:: Exercise ::
Once you have read the records, write them out again exactly.

:: Data for the task ::
-.-.-

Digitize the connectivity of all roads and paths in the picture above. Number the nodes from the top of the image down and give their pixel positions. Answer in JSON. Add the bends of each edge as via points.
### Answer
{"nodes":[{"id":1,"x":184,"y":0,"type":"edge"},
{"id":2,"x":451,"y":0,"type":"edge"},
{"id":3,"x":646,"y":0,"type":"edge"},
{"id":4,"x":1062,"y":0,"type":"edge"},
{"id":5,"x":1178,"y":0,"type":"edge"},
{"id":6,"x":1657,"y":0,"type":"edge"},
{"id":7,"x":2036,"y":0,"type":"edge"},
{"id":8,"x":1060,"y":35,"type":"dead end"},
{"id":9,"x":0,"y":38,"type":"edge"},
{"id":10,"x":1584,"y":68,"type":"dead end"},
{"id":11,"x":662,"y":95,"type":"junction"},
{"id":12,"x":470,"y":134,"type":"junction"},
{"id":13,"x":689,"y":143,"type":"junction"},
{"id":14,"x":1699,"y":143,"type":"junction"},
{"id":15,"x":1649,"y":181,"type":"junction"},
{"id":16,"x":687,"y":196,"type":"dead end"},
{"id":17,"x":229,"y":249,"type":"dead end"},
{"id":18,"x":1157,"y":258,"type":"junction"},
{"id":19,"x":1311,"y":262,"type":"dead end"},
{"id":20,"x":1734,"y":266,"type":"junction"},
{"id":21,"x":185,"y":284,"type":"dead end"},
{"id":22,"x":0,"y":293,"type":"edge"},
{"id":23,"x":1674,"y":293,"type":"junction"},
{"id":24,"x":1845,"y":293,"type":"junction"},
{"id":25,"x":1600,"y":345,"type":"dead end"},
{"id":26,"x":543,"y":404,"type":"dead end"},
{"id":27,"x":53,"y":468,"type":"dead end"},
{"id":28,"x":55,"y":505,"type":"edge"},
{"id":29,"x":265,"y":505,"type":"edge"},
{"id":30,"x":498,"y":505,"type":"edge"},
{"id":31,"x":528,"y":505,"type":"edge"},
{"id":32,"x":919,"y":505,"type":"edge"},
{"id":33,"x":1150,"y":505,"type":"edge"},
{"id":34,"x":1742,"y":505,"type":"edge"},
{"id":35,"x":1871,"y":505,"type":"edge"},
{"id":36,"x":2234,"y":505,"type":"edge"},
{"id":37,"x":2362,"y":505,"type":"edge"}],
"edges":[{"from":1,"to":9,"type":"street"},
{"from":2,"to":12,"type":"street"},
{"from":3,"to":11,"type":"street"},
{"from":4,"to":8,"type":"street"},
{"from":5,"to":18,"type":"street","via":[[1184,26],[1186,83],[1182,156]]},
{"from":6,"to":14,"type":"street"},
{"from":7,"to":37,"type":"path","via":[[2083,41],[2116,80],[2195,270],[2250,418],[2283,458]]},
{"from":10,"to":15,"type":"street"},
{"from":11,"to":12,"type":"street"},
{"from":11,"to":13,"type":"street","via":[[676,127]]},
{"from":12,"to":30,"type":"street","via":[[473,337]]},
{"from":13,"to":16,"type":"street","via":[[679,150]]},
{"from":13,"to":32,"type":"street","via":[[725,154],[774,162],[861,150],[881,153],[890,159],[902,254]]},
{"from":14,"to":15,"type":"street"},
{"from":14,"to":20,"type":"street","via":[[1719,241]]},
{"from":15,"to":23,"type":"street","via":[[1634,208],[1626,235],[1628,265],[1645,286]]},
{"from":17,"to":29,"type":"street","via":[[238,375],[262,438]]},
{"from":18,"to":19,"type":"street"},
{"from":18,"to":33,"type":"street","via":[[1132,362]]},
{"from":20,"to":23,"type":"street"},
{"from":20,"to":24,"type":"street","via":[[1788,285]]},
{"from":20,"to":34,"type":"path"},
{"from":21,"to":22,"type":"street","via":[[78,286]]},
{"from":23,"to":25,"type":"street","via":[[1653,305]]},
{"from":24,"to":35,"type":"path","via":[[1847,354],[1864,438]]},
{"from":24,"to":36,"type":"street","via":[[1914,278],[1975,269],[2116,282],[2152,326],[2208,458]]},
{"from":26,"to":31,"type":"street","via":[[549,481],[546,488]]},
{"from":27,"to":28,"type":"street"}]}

-.-.-

:: Exercise response ::
Digitize the connectivity of all roads and paths in the picture above. Number the nodes from the top of the image down and give their pixel positions. Answer in JSON. Add the bends of each edge as via points.
### Answer
{"nodes":[{"id":1,"x":184,"y":0,"type":"edge"},
{"id":2,"x":451,"y":0,"type":"edge"},
{"id":3,"x":646,"y":0,"type":"edge"},
{"id":4,"x":1062,"y":0,"type":"edge"},
{"id":5,"x":1178,"y":0,"type":"edge"},
{"id":6,"x":1657,"y":0,"type":"edge"},
{"id":7,"x":2036,"y":0,"type":"edge"},
{"id":8,"x":1060,"y":35,"type":"dead end"},
{"id":9,"x":0,"y":38,"type":"edge"},
{"id":10,"x":1584,"y":68,"type":"dead end"},
{"id":11,"x":662,"y":95,"type":"junction"},
{"id":12,"x":470,"y":134,"type":"junction"},
{"id":13,"x":689,"y":143,"type":"junction"},
{"id":14,"x":1699,"y":143,"type":"junction"},
{"id":15,"x":1649,"y":181,"type":"junction"},
{"id":16,"x":687,"y":196,"type":"dead end"},
{"id":17,"x":229,"y":249,"type":"dead end"},
{"id":18,"x":1157,"y":258,"type":"junction"},
{"id":19,"x":1311,"y":262,"type":"dead end"},
{"id":20,"x":1734,"y":266,"type":"junction"},
{"id":21,"x":185,"y":284,"type":"dead end"},
{"id":22,"x":0,"y":293,"type":"edge"},
{"id":23,"x":1674,"y":293,"type":"junction"},
{"id":24,"x":1845,"y":293,"type":"junction"},
{"id":25,"x":1600,"y":345,"type":"dead end"},
{"id":26,"x":543,"y":404,"type":"dead end"},
{"id":27,"x":53,"y":468,"type":"dead end"},
{"id":28,"x":55,"y":505,"type":"edge"},
{"id":29,"x":265,"y":505,"type":"edge"},
{"id":30,"x":498,"y":505,"type":"edge"},
{"id":31,"x":528,"y":505,"type":"edge"},
{"id":32,"x":919,"y":505,"type":"edge"},
{"id":33,"x":1150,"y":505,"type":"edge"},
{"id":34,"x":1742,"y":505,"type":"edge"},
{"id":35,"x":1871,"y":505,"type":"edge"},
{"id":36,"x":2234,"y":505,"type":"edge"},
{"id":37,"x":2362,"y":505,"type":"edge"}],
"edges":[{"from":1,"to":9,"type":"street"},
{"from":2,"to":12,"type":"street"},
{"from":3,"to":11,"type":"street"},
{"from":4,"to":8,"type":"street"},
{"from":5,"to":18,"type":"street","via":[[1184,26],[1186,83],[1182,156]]},
{"from":6,"to":14,"type":"street"},
{"from":7,"to":37,"type":"path","via":[[2083,41],[2116,80],[2195,270],[2250,418],[2283,458]]},
{"from":10,"to":15,"type":"street"},
{"from":11,"to":12,"type":"street"},
{"from":11,"to":13,"type":"street","via":[[676,127]]},
{"from":12,"to":30,"type":"street","via":[[473,337]]},
{"from":13,"to":16,"type":"street","via":[[679,150]]},
{"from":13,"to":32,"type":"street","via":[[725,154],[774,162],[861,150],[881,153],[890,159],[902,254]]},
{"from":14,"to":15,"type":"street"},
{"from":14,"to":20,"type":"street","via":[[1719,241]]},
{"from":15,"to":23,"type":"street","via":[[1634,208],[1626,235],[1628,265],[1645,286]]},
{"from":17,"to":29,"type":"street","via":[[238,375],[262,438]]},
{"from":18,"to":19,"type":"street"},
{"from":18,"to":33,"type":"street","via":[[1132,362]]},
{"from":20,"to":23,"type":"street"},
{"from":20,"to":24,"type":"street","via":[[1788,285]]},
{"from":20,"to":34,"type":"path"},
{"from":21,"to":22,"type":"street","via":[[78,286]]},
{"from":23,"to":25,"type":"street","via":[[1653,305]]},
{"from":24,"to":35,"type":"path","via":[[1847,354],[1864,438]]},
{"from":24,"to":36,"type":"street","via":[[1914,278],[1975,269],[2116,282],[2152,326],[2208,458]]},
{"from":26,"to":31,"type":"street","via":[[549,481],[546,488]]},
{"from":27,"to":28,"type":"street"}]}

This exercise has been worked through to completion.